> **What you should do**: Copies of all lines containing the string "lane" are needed from the data below.

> **Extracted data**:
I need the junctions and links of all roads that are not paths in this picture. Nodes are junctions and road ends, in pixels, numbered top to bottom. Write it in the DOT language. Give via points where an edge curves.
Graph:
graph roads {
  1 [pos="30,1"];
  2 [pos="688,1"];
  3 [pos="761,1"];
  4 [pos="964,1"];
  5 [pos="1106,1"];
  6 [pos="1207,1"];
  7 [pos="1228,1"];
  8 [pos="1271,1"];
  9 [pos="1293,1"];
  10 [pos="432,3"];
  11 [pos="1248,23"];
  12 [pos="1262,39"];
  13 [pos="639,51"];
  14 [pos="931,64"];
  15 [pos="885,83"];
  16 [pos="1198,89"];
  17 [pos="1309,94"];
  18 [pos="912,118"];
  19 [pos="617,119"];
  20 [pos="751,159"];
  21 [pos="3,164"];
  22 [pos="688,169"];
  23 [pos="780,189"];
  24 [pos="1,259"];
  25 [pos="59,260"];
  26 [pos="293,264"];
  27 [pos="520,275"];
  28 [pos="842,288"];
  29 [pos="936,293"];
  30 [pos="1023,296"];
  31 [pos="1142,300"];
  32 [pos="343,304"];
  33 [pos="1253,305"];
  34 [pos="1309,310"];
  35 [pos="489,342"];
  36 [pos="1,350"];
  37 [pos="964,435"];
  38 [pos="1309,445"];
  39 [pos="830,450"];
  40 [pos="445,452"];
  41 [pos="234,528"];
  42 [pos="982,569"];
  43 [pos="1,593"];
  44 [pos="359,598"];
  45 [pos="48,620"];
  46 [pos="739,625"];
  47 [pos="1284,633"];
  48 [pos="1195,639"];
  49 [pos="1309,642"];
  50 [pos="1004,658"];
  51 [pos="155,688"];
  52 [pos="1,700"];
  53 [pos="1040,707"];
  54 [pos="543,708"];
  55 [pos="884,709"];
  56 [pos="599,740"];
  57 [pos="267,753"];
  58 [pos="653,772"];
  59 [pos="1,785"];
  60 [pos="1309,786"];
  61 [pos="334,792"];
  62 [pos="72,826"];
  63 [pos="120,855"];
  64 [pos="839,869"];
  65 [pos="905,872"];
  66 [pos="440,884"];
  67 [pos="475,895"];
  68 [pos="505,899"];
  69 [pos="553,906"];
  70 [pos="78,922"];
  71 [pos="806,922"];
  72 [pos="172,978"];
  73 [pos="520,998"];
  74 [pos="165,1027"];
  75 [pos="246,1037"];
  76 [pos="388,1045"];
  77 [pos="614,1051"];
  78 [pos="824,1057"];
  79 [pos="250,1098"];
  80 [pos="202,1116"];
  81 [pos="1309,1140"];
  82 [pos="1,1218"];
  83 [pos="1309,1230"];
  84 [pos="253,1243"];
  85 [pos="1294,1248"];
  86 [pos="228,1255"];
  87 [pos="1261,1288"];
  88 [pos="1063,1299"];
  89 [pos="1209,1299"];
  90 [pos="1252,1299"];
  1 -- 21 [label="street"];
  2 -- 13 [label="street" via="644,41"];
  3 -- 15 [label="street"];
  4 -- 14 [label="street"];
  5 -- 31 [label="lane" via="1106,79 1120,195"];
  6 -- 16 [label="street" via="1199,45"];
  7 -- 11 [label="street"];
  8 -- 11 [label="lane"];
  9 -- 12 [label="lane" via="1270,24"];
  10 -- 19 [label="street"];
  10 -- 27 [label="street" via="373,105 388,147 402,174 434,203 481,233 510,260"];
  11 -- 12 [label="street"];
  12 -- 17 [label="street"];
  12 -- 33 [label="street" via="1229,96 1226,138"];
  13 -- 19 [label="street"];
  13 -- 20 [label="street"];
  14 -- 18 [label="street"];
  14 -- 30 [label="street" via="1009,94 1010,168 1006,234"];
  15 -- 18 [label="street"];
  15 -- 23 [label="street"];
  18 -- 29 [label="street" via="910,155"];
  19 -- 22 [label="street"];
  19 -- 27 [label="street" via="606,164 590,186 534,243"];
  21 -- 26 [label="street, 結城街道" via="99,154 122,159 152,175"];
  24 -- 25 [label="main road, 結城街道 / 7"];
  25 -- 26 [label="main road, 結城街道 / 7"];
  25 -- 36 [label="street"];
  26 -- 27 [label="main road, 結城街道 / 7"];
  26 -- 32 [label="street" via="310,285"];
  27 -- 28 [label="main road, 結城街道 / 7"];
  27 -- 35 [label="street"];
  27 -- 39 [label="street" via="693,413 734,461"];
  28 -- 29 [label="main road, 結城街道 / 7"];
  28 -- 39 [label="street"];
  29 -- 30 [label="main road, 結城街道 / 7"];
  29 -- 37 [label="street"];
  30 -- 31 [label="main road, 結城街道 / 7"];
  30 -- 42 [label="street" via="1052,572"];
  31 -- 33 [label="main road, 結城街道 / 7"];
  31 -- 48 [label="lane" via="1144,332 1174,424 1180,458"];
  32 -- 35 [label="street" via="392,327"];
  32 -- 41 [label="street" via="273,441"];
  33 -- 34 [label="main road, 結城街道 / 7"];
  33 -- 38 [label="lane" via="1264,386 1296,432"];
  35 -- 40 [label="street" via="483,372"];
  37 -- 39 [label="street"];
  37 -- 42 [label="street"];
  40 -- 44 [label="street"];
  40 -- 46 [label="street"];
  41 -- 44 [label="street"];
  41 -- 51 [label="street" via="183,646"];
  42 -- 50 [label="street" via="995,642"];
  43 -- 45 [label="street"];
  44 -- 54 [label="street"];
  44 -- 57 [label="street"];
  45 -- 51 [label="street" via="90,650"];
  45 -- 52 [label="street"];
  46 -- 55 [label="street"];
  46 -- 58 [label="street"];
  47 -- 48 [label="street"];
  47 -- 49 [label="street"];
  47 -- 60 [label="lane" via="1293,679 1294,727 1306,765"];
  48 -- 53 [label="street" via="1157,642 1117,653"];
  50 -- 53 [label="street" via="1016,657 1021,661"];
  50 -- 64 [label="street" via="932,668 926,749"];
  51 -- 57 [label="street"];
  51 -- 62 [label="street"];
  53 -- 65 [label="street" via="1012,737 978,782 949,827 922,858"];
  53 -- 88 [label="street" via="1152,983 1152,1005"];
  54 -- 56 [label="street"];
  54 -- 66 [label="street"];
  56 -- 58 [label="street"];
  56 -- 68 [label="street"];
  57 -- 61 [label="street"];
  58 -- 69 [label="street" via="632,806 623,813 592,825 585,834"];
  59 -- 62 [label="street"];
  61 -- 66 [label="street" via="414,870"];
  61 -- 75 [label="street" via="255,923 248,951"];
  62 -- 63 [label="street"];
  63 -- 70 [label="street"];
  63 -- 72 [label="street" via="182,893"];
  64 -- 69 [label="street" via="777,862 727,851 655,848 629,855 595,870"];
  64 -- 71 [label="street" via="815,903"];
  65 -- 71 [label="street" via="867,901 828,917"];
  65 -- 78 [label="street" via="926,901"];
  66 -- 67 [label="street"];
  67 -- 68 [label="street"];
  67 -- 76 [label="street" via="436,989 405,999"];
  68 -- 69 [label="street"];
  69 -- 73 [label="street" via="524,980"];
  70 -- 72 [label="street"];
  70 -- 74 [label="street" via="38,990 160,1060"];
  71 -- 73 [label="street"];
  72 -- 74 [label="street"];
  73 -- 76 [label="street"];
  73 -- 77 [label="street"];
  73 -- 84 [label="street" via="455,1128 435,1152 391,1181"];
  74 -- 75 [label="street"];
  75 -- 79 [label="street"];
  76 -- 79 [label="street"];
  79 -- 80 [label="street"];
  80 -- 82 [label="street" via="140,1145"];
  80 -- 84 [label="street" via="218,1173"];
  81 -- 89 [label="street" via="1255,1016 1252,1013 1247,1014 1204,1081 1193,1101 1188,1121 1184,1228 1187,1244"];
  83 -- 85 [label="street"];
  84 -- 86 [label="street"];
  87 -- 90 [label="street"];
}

> **Output below**:
  5 -- 31 [label="lane" via="1106,79 1120,195"];
  8 -- 11 [label="lane"];
  9 -- 12 [label="lane" via="1270,24"];
  31 -- 48 [label="lane" via="1144,332 1174,424 1180,458"];
  33 -- 38 [label="lane" via="1264,386 1296,432"];
  47 -- 60 [label="lane" via="1293,679 1294,727 1306,765"];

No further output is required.